Instructions to follow =
Whenever a line of the entries below holds the string "middle", copy that line and return it.

Data listing =

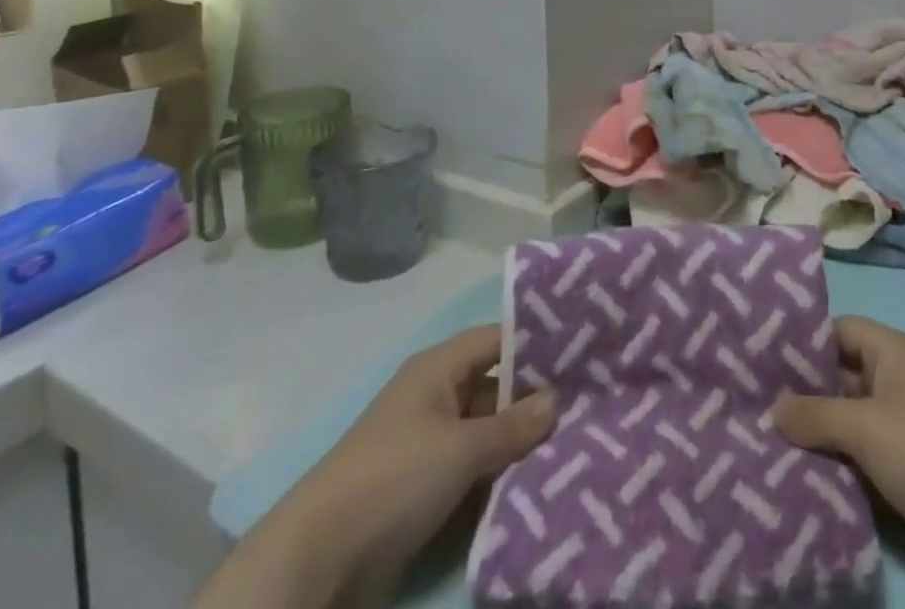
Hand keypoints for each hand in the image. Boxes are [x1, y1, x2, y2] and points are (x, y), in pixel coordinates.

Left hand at [195, 326, 553, 608]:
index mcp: (438, 369)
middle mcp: (435, 397)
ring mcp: (428, 445)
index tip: (581, 353)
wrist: (317, 564)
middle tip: (587, 406)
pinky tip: (538, 483)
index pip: (498, 340)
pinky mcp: (423, 490)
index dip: (536, 344)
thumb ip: (513, 425)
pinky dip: (499, 475)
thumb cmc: (393, 480)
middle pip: (495, 387)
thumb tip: (556, 399)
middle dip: (534, 401)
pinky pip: (472, 470)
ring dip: (519, 444)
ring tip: (575, 445)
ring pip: (486, 432)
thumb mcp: (461, 448)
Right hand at [775, 318, 904, 608]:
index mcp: (890, 351)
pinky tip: (801, 480)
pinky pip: (863, 459)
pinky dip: (838, 467)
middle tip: (752, 406)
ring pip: (849, 423)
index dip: (802, 341)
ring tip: (764, 444)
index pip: (836, 331)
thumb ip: (816, 415)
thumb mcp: (866, 426)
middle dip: (802, 395)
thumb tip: (773, 408)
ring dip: (818, 437)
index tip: (759, 358)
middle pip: (839, 378)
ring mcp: (903, 427)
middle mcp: (895, 381)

Answer =
middle mcp: (435, 397)
middle tip: (587, 406)
middle pip: (495, 387)
middle dip: (534, 401)
middle tip: (752, 406)
middle dip: (802, 395)
middle pip: (839, 378)
middle mcp: (895, 381)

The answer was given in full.